Archive for the ‘ETL Performance Tuning’ Category

Slower Development Databases and Servers

Friday, November 2nd, 2007

It is a normal trend in it to buy the most powerful machine for production usage. Example you production database box will have 16 CPUs your QA 8 and your Development box 4 or 6. Similar ratio is maintained on ETL servers, Application servers, and Hard Disk performance.

Logic being the production environment is critical for end user experience.
Agreed! That the response time is critical for end users; however that does not mean you buy slower machine for your development. Imagine the time wasted while a resource is sitting in front of the machine, waiting for the query to return with data. A developer usually spends all his time working in the development database. So imagine a development box slower by 50% then production. That means a developer is loosing 50% of his time waiting for his result. It’s not just about his time but also about his focus and concentration that he will loose because his experience is bad with the system. It will be not an exaggeration to say that he will loose 4 hours from an 8 hours day.

In US total cost on an ETL developer is about $100 an hour. So the company is loosing $400 per developer per day. You do the math for 5 to 10 developers working for 1 year.

I am not saying that Production and Development systems must be same, but I firmly believe the difference should be more in the reliability and availability of the servers rather then on the performance difference between the servers.

I thought of this article while waiting for a query to return from a development box. It took exactly half the time as the production server and I remembered that the management is already discussing of upgrading the development server to improve the performance. 

Aggregate aware queries

Monday, June 19th, 2006

Imagine a scenario table having 20 million transactions for 10 years and a user writing a query to get data aggregated at monthly level. The best guess for the time required to return the result set, even after extensive database tuning can be in multiples of 10 minutes or even an hour.

What is the solution?
There are three solutions based on the same concept of pre-aggregation, but the utilization is quite different.
1. Write different queries in advance to hit different tables
2. Have a reporting tool, which is aggregate aware (Client side). The reporting tool itself will decide ehich tbales to hit and rewrite it’s own queries.
3. Have a database that supports transparent query re-write. The database it self takes a simple query and re-writes against aggregrate tables.

Here’s an Oracle version of query re-write based on point 3 in this article.

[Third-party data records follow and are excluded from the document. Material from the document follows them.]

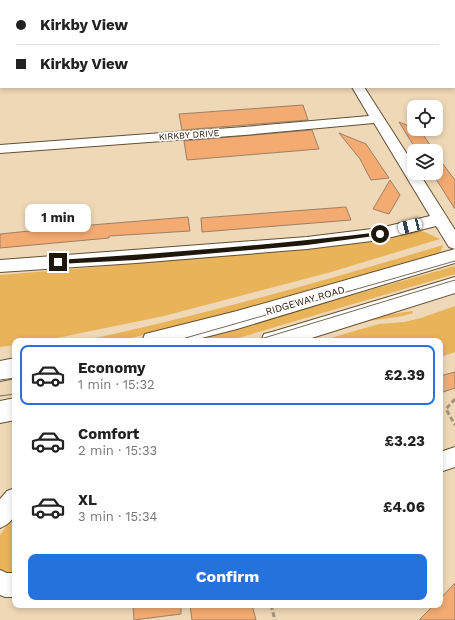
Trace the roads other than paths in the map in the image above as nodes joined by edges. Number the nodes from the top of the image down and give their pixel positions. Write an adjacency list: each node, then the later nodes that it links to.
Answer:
1 (359, 88): 2 (street)
2 (378, 119): 3 (street, KIRKBY DRIVE); 4 (street)
3 (0, 149)
4 (440, 219): 5 (street); 7 (street)
5 (455, 243)
6 (455, 256): 9 (main road, RIDGEWAY ROAD)
7 (0, 266)
8 (455, 285): 10 (main road)
9 (165, 338)
10 (282, 338)
11 (12, 369): 12 (main road)
12 (0, 371)
13 (12, 410): 14 (main road)
14 (0, 412)
15 (455, 457): 16 (street)
16 (443, 461)
17 (12, 502): 18 (street)
18 (0, 516)
19 (0, 582): 20 (street)
20 (12, 585)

 More details to come………… 

What ETL performance (processing speed) is good enough?

Sunday, May 14th, 2006

Every ETL developer / Data Warehouse Manager wants to know if the ETL processing speed  (Usually measured in NUMBER OF ROWS PROCESSED PER SECOND on target side)is good enough? What is the industry standard? I can give a politically correct answer like… Well it depends… 

But I would rather be blunt and say that usually for INSERTs, 1000 and for UPDATEs 300 rows/sec should be good enough. If you don’t have special requirements then any average around these numbers should make you comfortable. 

Slow Running ETL process (read side) & Table Statistics (Oracle).

Sunday, April 23rd, 2006

Sometimes an ETL process runs considerably slow speed. During test for the small result set it might fly but when a million rows are applied the performance takes a nosedive. There can be many reasons for slow ETL process.  The process can be slow because read, transformation, load. Lets eliminate the transformation and load for the sake of discussion.

For ETL process to be slow on read side here are some reasons .1. No indexes on joins and/or ‘where clause’ 2. Query badly written. 3. Source not analyzed.  Out of these three lets rule out 1 & 2.
In the past most of the databases had RULE based optimizer in the INIT.ORA file, but with new development and specially Data warehouses ‘CHOOSE’ optimizer is preferred. With ‘CHOOSE’ option the query uses COST based optimizer if the statistics are available for the tables in the query.

There are two methods to gather statistics 1. DBMS_STATS package, 2. ANALYZE command. Oracle does not recommend ANALYZE command going forward for various reasons (its a command, cannot analyze external tables, it gathers stats that are not essential, inaccurate stats on partitioned tables and indexes, in future ANALYZE will not support cost-based optimizer, no Monitoring for stale statistics, etc.)

DBMS_STATS.GATHER_SCHEMA_STATS (ownname =>’DWH’, options =>’GATHER AUTO’);
This Package will gather all necessary statistics automatically (there is no need to write a process to check for tables that have stale or no stats). Oracle implicitly determines which objects need new statistics, and determines how to gather those statistics. So once it is put in the ETL flow you can sleep at home and everybody will be happy.

Bottom Line:
After major data load the tables should be analyzed with an automated process. Also please do not use ANALYZE , as in future it will not collect statistics needed for COB. The code can be found here.

1This package should be used as the part of ETL workflow to make sure as batch processes are run the benefit of statistics are available to the next process in the que.

Also ETL programmers can call this package within the ETL process/procedure in the begening so that if the tables required for process are not analyzed they will be analyzed automatically. Also if the procedure is going to modify lot of data in the table then the package can be called just before the end of the procedure.